My Angora goats.
Shearing!
0On the 14th of June Mum and I went to Houhora and got groceries for shearing, mum cooks for the shearers and the shed hands and anyone else who needs feeding! We took the food up to the farm and put it in the shearers quarters then the next morning we were up at quarter to five, we fed the animals and then headed up to the farm to cook breakfast.
We shore sheep all the first day and half the next, I was the only rousy but we only had a couple of shearers so it wasn’t too hard, That afternoon we started shearing my goats. They looked good! They were fairly fat and they had good feet, I had to rousy, class the fiber and bag the fleeces, normally mum comes to help but she had to go and cut up a beef at the neighbours. We managed to stuff all the fibre into one bale, we drenched the goats and clipped the toenails on some that needed it then we let them out and off they went, all naked, to hide in the scrub out of the wind.

Shearing a goat.

shorn weather goats.

Goats saying hello
I probably won’t see much of my goats till about September when they start kidding, I’m excited to see how many kids I get!
The next day we got up early and hooked on the trailer, we went to the shed and rolled my bale out the door onto the deck then we heaved it off and it dropped down onto the trailer. We worked fast because there was a REALLY black cloud on the horison and we wanted to be gone by the time it arrived!

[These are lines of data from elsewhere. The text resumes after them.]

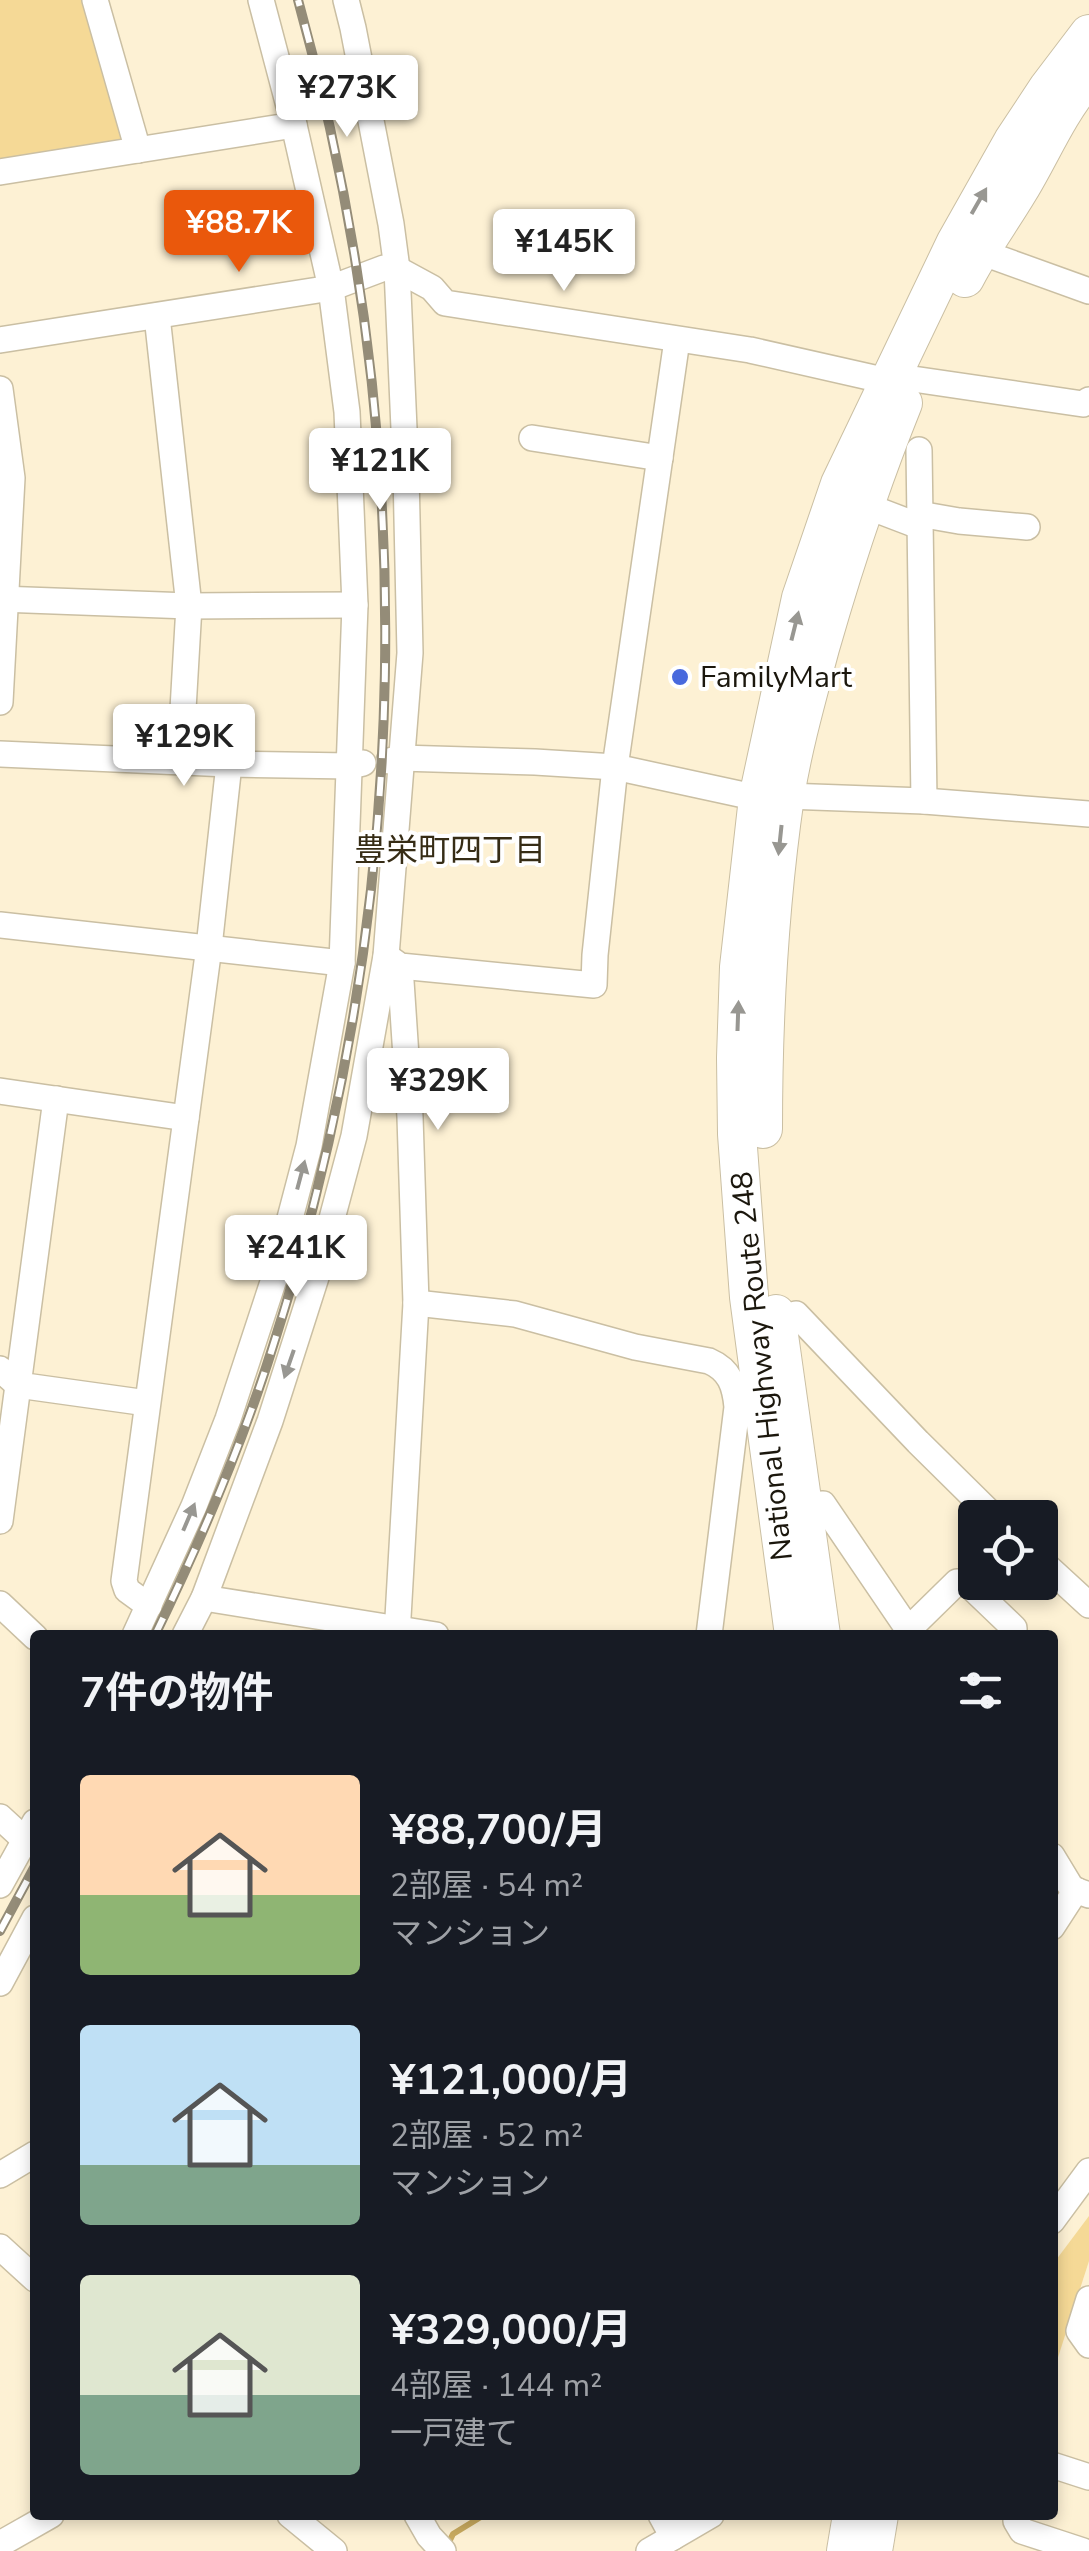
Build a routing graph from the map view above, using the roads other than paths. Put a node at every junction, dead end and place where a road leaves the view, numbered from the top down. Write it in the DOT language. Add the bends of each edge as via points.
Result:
graph roads {
  1 [pos="95,0"];
  2 [pos="261,0"];
  3 [pos="346,0"];
  4 [pos="1089,34"];
  5 [pos="1089,76"];
  6 [pos="294,125"];
  7 [pos="138,150"];
  8 [pos="0,172"];
  9 [pos="967,247"];
  10 [pos="397,269"];
  11 [pos="331,288"];
  12 [pos="1089,291"];
  13 [pos="157,316"];
  14 [pos="0,340"];
  15 [pos="677,340"];
  16 [pos="900,380"];
  17 [pos="0,389"];
  18 [pos="1089,400"];
  19 [pos="532,438"];
  20 [pos="919,450"];
  21 [pos="660,458"];
  22 [pos="864,505"];
  23 [pos="919,520"];
  24 [pos="1028,527"];
  25 [pos="3,599"];
  26 [pos="355,604"];
  27 [pos="189,606"];
  28 [pos="0,702"];
  29 [pos="0,754"];
  30 [pos="395,759"];
  31 [pos="180,761"];
  32 [pos="229,764"];
  33 [pos="356,764"];
  34 [pos="616,768"];
  35 [pos="772,797"];
  36 [pos="924,801"];
  37 [pos="1089,814"];
  38 [pos="0,924"];
  39 [pos="210,948"];
  40 [pos="393,961"];
  41 [pos="342,963"];
  42 [pos="0,1091"];
  43 [pos="56,1098"];
  44 [pos="186,1118"];
  45 [pos="416,1303"];
  46 [pos="796,1314"];
  47 [pos="9,1377"];
  48 [pos="147,1404"];
  49 [pos="749,1405"];
  50 [pos="977,1500"];
  51 [pos="803,1505"];
  52 [pos="0,1521"];
  53 [pos="1058,1577"];
  54 [pos="204,1598"];
  55 [pos="0,1604"];
  56 [pos="1089,1605"];
  57 [pos="149,1606"];
  58 [pos="138,1630"];
  59 [pos="188,1630"];
  60 [pos="386,1630"];
  61 [pos="397,1630"];
  62 [pos="710,1630"];
  63 [pos="793,1630"];
  64 [pos="820,1630"];
  65 [pos="909,1630"];
  66 [pos="912,1630"];
  67 [pos="1014,1630"];
  68 [pos="30,1631"];
  69 [pos="0,1817"];
  70 [pos="30,1831"];
  71 [pos="1058,1864"];
  72 [pos="0,1884"];
  73 [pos="1079,1891"];
  74 [pos="1058,1918"];
  75 [pos="30,1927"];
  76 [pos="0,1983"];
  77 [pos="30,2157"];
  78 [pos="1089,2171"];
  79 [pos="0,2175"];
  80 [pos="1058,2213"];
  81 [pos="0,2247"];
  82 [pos="30,2275"];
  83 [pos="1089,2299"];
  84 [pos="1089,2345"];
  85 [pos="1058,2467"];
  86 [pos="1089,2477"];
  87 [pos="42,2520"];
  88 [pos="296,2520"];
  89 [pos="420,2520"];
  90 [pos="851,2520"];
  91 [pos="878,2520"];
  92 [pos="1016,2520"];
  93 [pos="667,2526"];
  94 [pos="0,2544"];
  95 [pos="334,2551"];
  96 [pos="443,2551"];
  97 [pos="649,2551"];
  98 [pos="846,2551"];
  99 [pos="873,2551"];
  100 [pos="1082,2551"];
  1 -- 7 [label="street"];
  2 -- 6 [label="street"];
  3 -- 10 [label="street"];
  9 -- 4 [label="highway, National Highway Route 248, one-way" via="1013,141"];
  5 -- 9 [label="highway, National Highway Route 248" via="1020,189"];
  6 -- 7 [label="street"];
  6 -- 11 [label="street"];
  7 -- 8 [label="street"];
  9 -- 12 [label="street"];
  9 -- 16 [label="highway, National Highway Route 248"];
  10 -- 11 [label="street"];
  10 -- 15 [label="street" via="445,303"];
  10 -- 30 [label="street" via="410,653"];
  11 -- 13 [label="street"];
  11 -- 26 [label="street" via="347,412"];
  13 -- 14 [label="street"];
  13 -- 27 [label="street"];
  15 -- 16 [label="street"];
  15 -- 21 [label="street"];
  16 -- 18 [label="street"];
  16 -- 22 [label="highway, National Highway Route 248"];
  35 -- 16 [label="highway, National Highway Route 248, one-way" via="802,598 840,484"];
  17 -- 25 [label="street" via="12,478"];
  19 -- 21 [label="street"];
  20 -- 23 [label="street"];
  21 -- 34 [label="street"];
  22 -- 23 [label="street"];
  22 -- 35 [label="highway, National Highway Route 248"];
  23 -- 24 [label="street"];
  23 -- 36 [label="street"];
  25 -- 27 [label="street"];
  25 -- 28 [label="street"];
  26 -- 27 [label="street"];
  26 -- 33 [label="street"];
  27 -- 31 [label="street"];
  29 -- 31 [label="street"];
  30 -- 34 [label="street"];
  30 -- 40 [label="street"];
  31 -- 32 [label="street"];
  32 -- 33 [label="street"];
  32 -- 39 [label="street"];
  33 -- 41 [label="street"];
  34 -- 35 [label="street"];
  34 -- 40 [label="street" via="594,985"];
  35 -- 36 [label="street"];
  49 -- 35 [label="highway, National Highway Route 248, one-way" via="736,1058 740,968"];
  35 -- 51 [label="highway, National Highway Route 248, one-way" via="763,1153"];
  36 -- 37 [label="street"];
  38 -- 39 [label="street"];
  39 -- 41 [label="street"];
  39 -- 44 [label="street"];
  40 -- 45 [label="street" via="410,1117"];
  40 -- 54 [label="street, one-way" via="318,1271"];
  57 -- 41 [label="street, one-way" via="228,1419 274,1279 309,1146"];
  42 -- 43 [label="street"];
  43 -- 44 [label="street"];
  43 -- 47 [label="street"];
  44 -- 48 [label="street"];
  45 -- 49 [label="street" via="515,1314 710,1361"];
  45 -- 61 [label="street"];
  46 -- 50 [label="street"];
  47 -- 48 [label="street"];
  47 -- 52 [label="street"];
  48 -- 57 [label="street" via="124,1581"];
  49 -- 62 [label="street"];
  49 -- 63 [label="highway, National Highway Route 248"];
  51 -- 64 [label="highway, National Highway Route 248"];
  51 -- 65 [label="street" via="822,1504"];
  53 -- 56 [label="street"];
  54 -- 59 [label="street"];
  54 -- 60 [label="street"];
  55 -- 68 [label="street"];
  57 -- 58 [label="street"];
  66 -- 67 [label="street" via="957,1582 966,1583"];
  69 -- 70 [label="street"];
  70 -- 72 [label="street"];
  71 -- 73 [label="street"];
  73 -- 74 [label="street"];
  75 -- 76 [label="street"];
  77 -- 79 [label="street"];
  78 -- 80 [label="street"];
  81 -- 82 [label="street"];
  83 -- 84 [label="street" via="1078,2332"];
  85 -- 86 [label="street"];
  87 -- 94 [label="street"];
  88 -- 95 [label="street"];
  89 -- 96 [label="street"];
  90 -- 98 [label="highway"];
  91 -- 99 [label="highway"];
  92 -- 100 [label="street" via="1022,2531"];
  93 -- 97 [label="street"];
}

This is not my picture but this is how those clouds looked!
We raced down the road, that cloud followed us all the way! We were going to get coffee but when we went past the coffee man that cloud was right behind us and we couldn’t stop! The worst thing would be if my bale got we…we kept on driving! FINALLY we got to Kaitaia! We pulled in to the Mainfreight yard, I jumped out and opened the trailer doors and a man wizzed out on a fork lift and took my bale into their big shed, that’s when the big drops of rain started to fall, splock,splock! We had only just made it!
My bale went to Mosgiel in the south island, from there it will be blended with other producers fibre and finally it will go all the way to South Africa where it will be sold in the biggest angora goat fibre market in the world. I hope I get a good price for it, things don’t look very promising, South Africa has Covid pretty bad….I guess I will see, in about six months I will know if I made any money to go towards fencing the block at Waihopo for my goats to move there.

My bale.
DUD BUCKS?
0My new bucks have spent the whole time since I let them go, out by the doe’s running away from them! We have gathered them up and put them with the doe’s a couple of times but they just run away again!! Mum has started calling them homosexuals! We have had everyone keeping an eye out for them, some people have spent ages looking in the scrub for them.
Then today we were driving home at the end of the day and!!!!
THERE THEY WERE!
OFF BY THEMSELVES!
AGAIN!
We have decided that we can maybe spend some of Saturday morning trying to catch them and then we will split them up and put them with a few doe’s each so they make friends. MAYBE then they will behave like real Billy goats!